I had a helluva Saturday this weekend; the kind of weekend that makes you question your life choices and reminds you how terribly awfully lucky you are to be celebrating your summer in a world-class city with your kick-ass friends.
It all started with a street fest. We went to hear a friend's awesome band play at the summer on Southport fest. If you've ever lived in or visited the wonderous city of Chicago during the summer, you know that it magically morphs into a walking party in sporadic pockets. Walking down the street you can find a totally random fest nestled between bookends of buildings. Burger fest, bacon fest, beer fests- this one happened to be a "our street is awesome" fest. Kev and I happily trotted out around five, grabbed some beers on the closed-off street, and settled in from some truly grungy funk rock. Along the way, I gained a healthy buzz, lost some dignity, had a poem commissioned and written for me after bumping into an old high school friend, and almost drowned a pocket puppy with half a glass of red sangria while trying to discern whether or not it was actually "the fluffiest puppy at the fest." True story. Countless drinks later, our hot, sweaty troupe headed to the bar down the street with live country music. We drank, we danced, and way later in the night, Kev and I stopped for ice cream on our two am walk home.
It is nights like these that make me remember why I live in a small condo in a big, expensive city. Other friends of mine are starting to make their way into the suburbs- lured, no doubt, by the amount of home they can get for their money, less obscene taxes, and a non-traffic snarled commute. And yes, they can still come down for summer fests, but by moving they lose something else: serendipity.
I love this city because it is expensive and unpredictable. Because it is big, and loud, and you have to keep your head about you while navigating. I love that I have an honest to goodness tiny corner bar, with bartenders who know my name and have my icy Crispin and order of guac ready before I even ask. I love the tiny carry out places for late night food, and the fact that I can get ice cream at two am shitcan drunk and the guys behind the counter don't even bat an eye. I love that stopping by to see a band play and have one singular beer can turn into a late, irresponsible night. I love that one day my kid or kids will dance in front of a loud stage to music with wildly inappropriate lyrics while the band members soak them with SuperSoakers. I love the languages on the crazy bus route by my house, and the people that commute on the train who I wave to in the mornings.

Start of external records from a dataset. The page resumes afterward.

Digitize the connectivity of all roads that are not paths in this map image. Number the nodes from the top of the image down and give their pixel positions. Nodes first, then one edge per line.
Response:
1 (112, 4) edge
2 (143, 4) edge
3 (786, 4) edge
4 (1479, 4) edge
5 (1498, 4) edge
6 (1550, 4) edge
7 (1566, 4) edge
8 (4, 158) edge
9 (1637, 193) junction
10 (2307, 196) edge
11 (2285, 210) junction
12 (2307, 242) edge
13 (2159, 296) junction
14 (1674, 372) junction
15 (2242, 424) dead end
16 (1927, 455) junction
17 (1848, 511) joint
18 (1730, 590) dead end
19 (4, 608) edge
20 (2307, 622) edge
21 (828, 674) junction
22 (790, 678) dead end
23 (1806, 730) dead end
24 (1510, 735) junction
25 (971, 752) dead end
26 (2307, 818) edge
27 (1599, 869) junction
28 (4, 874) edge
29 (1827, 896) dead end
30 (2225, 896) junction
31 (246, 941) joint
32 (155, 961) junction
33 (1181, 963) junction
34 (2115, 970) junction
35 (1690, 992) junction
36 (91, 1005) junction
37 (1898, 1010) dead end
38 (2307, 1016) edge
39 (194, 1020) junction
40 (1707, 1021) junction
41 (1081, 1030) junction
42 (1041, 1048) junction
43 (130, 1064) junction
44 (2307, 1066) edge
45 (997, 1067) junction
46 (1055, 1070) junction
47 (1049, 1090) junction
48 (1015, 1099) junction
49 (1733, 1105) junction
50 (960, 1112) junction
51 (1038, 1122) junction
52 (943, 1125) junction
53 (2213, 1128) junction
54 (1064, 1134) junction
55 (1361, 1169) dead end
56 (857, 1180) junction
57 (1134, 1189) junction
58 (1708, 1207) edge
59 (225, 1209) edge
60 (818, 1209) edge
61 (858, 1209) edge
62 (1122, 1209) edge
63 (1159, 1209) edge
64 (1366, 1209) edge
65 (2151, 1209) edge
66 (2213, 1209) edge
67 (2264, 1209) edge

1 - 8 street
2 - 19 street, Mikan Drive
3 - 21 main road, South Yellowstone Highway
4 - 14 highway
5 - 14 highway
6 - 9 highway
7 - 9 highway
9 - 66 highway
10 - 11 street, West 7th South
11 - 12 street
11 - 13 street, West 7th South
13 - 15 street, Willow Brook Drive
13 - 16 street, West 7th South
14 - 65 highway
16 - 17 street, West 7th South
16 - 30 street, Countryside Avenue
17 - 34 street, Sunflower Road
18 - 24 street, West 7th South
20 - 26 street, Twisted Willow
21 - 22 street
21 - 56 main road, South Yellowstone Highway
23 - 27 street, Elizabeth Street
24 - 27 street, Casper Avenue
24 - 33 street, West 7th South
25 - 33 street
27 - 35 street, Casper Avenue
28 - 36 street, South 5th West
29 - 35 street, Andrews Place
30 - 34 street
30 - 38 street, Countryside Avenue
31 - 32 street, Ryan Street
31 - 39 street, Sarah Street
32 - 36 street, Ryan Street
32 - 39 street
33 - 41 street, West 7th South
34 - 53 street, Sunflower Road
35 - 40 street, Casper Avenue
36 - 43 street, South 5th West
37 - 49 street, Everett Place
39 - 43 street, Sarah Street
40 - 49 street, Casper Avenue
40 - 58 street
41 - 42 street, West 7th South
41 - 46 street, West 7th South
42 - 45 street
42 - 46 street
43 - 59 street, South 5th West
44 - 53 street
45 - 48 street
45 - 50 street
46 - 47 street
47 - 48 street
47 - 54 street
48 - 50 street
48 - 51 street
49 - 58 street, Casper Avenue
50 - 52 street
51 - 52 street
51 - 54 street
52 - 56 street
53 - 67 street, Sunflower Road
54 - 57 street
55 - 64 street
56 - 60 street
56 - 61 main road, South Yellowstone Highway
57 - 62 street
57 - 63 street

A part of me knows that some day I, too, am going to head to the burbs in search of better schools and a yard to put a swingset in. But until that day, I need to get off my butt, get out the door, and give the world the opportunity to present me a day like yesterday: a day where the group kept getting bigger, the music louder, and the night longer. A day and night to remind me that I'm here, it is now, and you don't get memories: you make them. One sangria soaked dog at a time.